The Libyan caper has left the White House reeling

Once again, high drama in Washington. Television's glaring floodlights may switch back on as early as next week in a Senate hearing room. Nine solemn Senators will lean into microphones to direct pointed questions across a massive table at some of the nation's highest officials, including almost certainly the Attorney General, the President's counsel and the President's National Security Adviser. The select group of Senators may go off to the White House to grill the President himself, who has pledged to cooperate, and the questioning may also include his wife Rosalynn. But their most withering inquiries will be aimed at a babble-prone, 43-year-old country boy who would be unworthy of such lavish attention except for one fact over which he has no control: he is the President's brother.

Driven by the pressures of election-year politics, the case of Billy Carter's Libyan connections ballooned rapidly last week into a full-fledged Senate inquiry and a political cause célèbre. Operating under the most intense scrutiny by press and public since Watergate days, the Senators will try to find out why Carter accepted $220,000 from the Libyan government; what, if anything, he did in return for the money; and how he arranged a deal with an American oil company that could have —and still may—net him millions in broker's fees for delivering Libyan crude. The inquiry will also explore National Security Adviser Zbigniew Brzezinski's bizarre use of Billy as a secret intermediary to persuade Libya to pressure Iran into releasing the American hostages held in Tehran. And the hearings will dig for any evidence that Billy got improper help from the White House or lenient treatment from the Justice Department in avoiding criminal prosecution for failing to disclose details of his Libyan dealings earlier.

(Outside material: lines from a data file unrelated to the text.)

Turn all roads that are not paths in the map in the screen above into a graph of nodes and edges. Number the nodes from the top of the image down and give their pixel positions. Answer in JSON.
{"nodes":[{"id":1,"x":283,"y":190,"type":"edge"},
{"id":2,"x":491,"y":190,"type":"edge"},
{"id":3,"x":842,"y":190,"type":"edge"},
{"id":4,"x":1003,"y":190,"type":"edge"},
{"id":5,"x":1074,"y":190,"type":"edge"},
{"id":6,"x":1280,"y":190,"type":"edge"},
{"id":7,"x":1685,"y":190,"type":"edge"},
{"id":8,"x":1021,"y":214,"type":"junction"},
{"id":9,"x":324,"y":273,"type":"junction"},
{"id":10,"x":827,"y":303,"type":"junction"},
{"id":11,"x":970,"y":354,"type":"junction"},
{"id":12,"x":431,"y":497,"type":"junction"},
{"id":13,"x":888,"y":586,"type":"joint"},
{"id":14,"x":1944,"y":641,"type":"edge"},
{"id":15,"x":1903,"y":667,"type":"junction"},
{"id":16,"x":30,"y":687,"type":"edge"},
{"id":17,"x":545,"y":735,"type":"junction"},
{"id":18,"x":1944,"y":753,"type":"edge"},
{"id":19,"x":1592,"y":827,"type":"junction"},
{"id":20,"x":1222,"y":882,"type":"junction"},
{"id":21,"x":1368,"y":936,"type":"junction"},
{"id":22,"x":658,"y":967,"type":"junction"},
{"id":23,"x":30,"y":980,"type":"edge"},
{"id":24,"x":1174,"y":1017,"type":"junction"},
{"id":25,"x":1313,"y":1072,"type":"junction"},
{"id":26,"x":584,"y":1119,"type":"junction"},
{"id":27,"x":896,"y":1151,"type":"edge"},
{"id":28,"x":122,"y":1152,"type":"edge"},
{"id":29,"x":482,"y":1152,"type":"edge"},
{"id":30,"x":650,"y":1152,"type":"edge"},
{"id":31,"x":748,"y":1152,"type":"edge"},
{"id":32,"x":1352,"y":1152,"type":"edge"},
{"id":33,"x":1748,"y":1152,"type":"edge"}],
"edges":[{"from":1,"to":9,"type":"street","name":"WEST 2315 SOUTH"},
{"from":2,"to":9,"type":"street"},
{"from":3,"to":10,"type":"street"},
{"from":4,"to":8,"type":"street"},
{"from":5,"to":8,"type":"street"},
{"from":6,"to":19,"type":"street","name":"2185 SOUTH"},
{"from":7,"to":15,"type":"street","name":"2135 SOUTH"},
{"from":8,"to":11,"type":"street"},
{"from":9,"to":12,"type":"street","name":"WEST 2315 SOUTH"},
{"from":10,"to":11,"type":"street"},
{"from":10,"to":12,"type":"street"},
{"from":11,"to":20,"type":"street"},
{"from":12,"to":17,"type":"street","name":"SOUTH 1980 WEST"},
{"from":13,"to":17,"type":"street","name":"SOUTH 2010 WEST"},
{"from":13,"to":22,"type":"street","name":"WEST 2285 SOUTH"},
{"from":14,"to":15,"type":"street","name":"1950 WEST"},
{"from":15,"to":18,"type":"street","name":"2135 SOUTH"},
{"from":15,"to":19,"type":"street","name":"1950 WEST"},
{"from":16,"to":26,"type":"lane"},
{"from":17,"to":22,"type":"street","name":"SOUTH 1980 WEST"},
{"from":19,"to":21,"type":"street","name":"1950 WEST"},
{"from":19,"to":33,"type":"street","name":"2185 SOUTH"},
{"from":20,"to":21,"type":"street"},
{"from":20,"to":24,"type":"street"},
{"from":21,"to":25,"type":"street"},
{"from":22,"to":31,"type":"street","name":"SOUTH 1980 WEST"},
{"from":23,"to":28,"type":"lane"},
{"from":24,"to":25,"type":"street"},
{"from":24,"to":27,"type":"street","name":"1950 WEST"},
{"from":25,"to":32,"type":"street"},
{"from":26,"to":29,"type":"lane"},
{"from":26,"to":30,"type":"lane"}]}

The tension—and the President's predicament—grew steadily through the week. Day by day, there were fresh disclosures of questionable actions by top White House and federal officials. Trying to explain away the matter once and for all, the White House issued a paper outlining its dealings with Billy and his Libyan friends and flatly denying that anyone in the White House had ever discussed Billy's failure to register as a foreign agent with anyone in the Justice Department. But that only made things worse—much worse. Three days later Attorney General Benjamin Civiletti had to recall publicly that he had, after all, discussed the subject briefly with the President himself on June 17. That statement touched off fresh Republican cries of a "coverup" and gave heart to the restless Democrats aiming at dumping Carter as their presidential candidate when the party convenees in Madison Square Garden on Aug. 11.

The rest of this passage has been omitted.